SuperRatings has estimated that nine out of 10 Choice options would have passed APRA’s annual performance test had it been expanded beyond MySuper products this year.

Based on data to the end of June, the firm found that 93 per cent of balanced options would have received a pass, including 69 per cent that met or exceeded the benchmark and 24 per cent that underperformed by 0.5 per cent or less as allowed under the test.

The findings are an improvement on previous analysis by SuperRatings which estimated that 17 per cent of balanced options, and around 20 per cent of Choice options overall, would fail.

“The volatile market over the second half of the financial year emphasised the importance of diversification and long-term strategy within superannuation investments, as funds experienced unique conditions relative to earlier periods in the eight-year assessment,” commented SuperRatings executive director Kirby Rappell. 

“The shift in the proportion of options passing the test also highlighted the impact a single quarter can have on reported performance test outcomes. 

“Despite the limited ability of funds to improve upon eight-year performance over a short period of time, those who are close to failing the test need to ensure they position themselves as strongly as possible, as the rolling nature of the test means the test result is impacted by both performance today and from the same period eight years ago.”

Last month, financial services minister Stephen Jones announced that the government had paused the extension of the test for 12 months to review the operation of the Your Future, Your Super (YFYS) laws.

“Funds must always be held accountable for their performance. In doing so, accountability mechanisms must not simultaneously create perverse or unintended outcomes for members,” Mr Jones said as part of his announcement.

“The government is aware of concerns that the YFYS laws have the potential to create such outcomes by discouraging certain investment decisions or certain infrastructure investments.”

Mr Rappell noted that the review would provide funds with extra time to ensure their broader suite of offerings are in line with the expectations of the government and the regulator.

“Of particular interest to the review should be that two funds which failed the test last year produced returns within the top 10 MySuper products for the 2021-22 financial year,” he said.

“We expect that some products will likely fail the test a second time when the results are announced in late August, triggering the prevention of new members from joining these products.

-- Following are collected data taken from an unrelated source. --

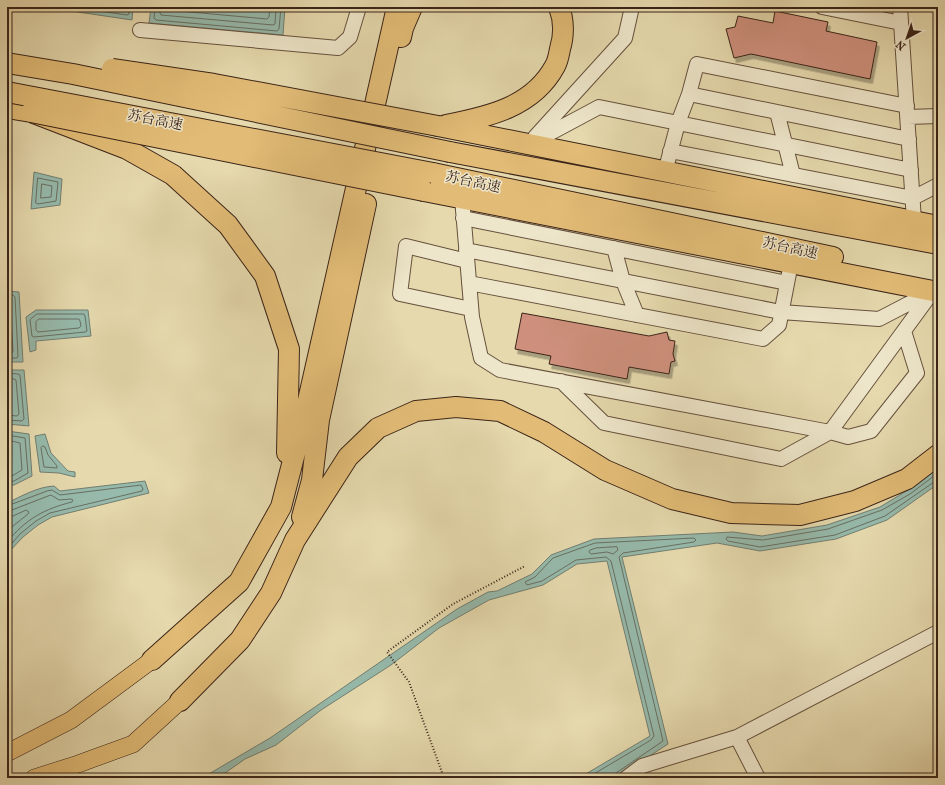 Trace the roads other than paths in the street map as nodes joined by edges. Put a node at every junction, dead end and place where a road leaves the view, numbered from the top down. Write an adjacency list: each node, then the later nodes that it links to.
1 (359, 7): 9 (street)
2 (397, 7): 49 (highway)
3 (412, 7): 50 (highway)
4 (559, 7): 20 (highway)
5 (632, 7): 23 (street)
6 (822, 7): 8 (street)
7 (900, 7): 8 (street)
8 (901, 23): 17 (street)
9 (140, 30)
10 (7, 56): 20 (highway, bridge)
11 (7, 63): 34 (highway, 苏台高速, bridge)
12 (7, 92): 41 (highway, 苏台高速, bridge)
13 (689, 94): 16 (street); 17 (street); 19 (street)
14 (7, 108): 15 (highway)
15 (31, 112): 29 (highway, bridge); 49 (highway, bridge)
16 (777, 112): 21 (street); 22 (street)
17 (907, 112): 18 (street); 21 (street)
18 (938, 116)
19 (678, 123): 22 (street); 23 (street); 24 (street)
20 (438, 126): 23 (highway)
21 (909, 139): 25 (street)
22 (785, 144): 25 (street); 27 (street)
23 (528, 145): 26 (highway)
24 (670, 151): 26 (street); 27 (street)
25 (911, 170): 30 (street)
26 (665, 172): 32 (highway)
27 (793, 175): 30 (street)
28 (938, 185): 30 (street)
29 (462, 198): 31 (street); 37 (highway)
30 (913, 198): 32 (street)
31 (463, 218): 35 (street); 36 (street)
32 (914, 221): 33 (highway)
33 (938, 226)
34 (938, 244)
35 (614, 248): 38 (street); 39 (street)
36 (466, 255): 38 (street); 40 (street); 42 (street)
37 (791, 263): 39 (street); 41 (highway)
38 (623, 281): 43 (street); 44 (street)
39 (787, 283): 43 (street)
40 (469, 284): 42 (street); 44 (street)
41 (936, 287): 43 (street); 45 (street)
42 (471, 309): 46 (street)
43 (781, 312): 44 (street)
44 (636, 315)
45 (904, 331): 47 (street); 47 (street)
46 (561, 381): 47 (street); 47 (street)
47 (830, 432)
48 (938, 455): 50 (highway)
49 (286, 487): 52 (highway)
50 (295, 540): 53 (highway)
51 (938, 632): 54 (street)
52 (152, 660): 55 (main road)
53 (180, 701): 56 (main road)
54 (737, 737): 57 (street); 58 (street)
55 (7, 753)
56 (34, 778)
57 (626, 778)
58 (758, 778)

However, with 10 of the 13 MySuper products that failed last year’s test having announced or completed mergers to date, the impact on members is expected to be minimal.”

While 90 per cent of all Choice options would have passed the test this year based on SuperRatings’ estimates, high growth options (85 per cent) and capital stable options (88 per cent) were found to be comparatively more likely to fail.

Allocations to unlisted property, diversified fixed interest, Australian and international shares were identified as being the biggest drivers of whether or not an option passed the test.

SuperRatings indicated that, despite the government’s review, it still believed the performance test was, in some form, here to stay.

“We suggest providers remain focused on meeting their long-term strategic objectives in a manner that is consistent with passing the test,” Mr Rappel said.

“Of particular importance will be the impact of historically strong performance, given the rolling nature of the test and the short-term outlook around increased volatility and lower expected returns.”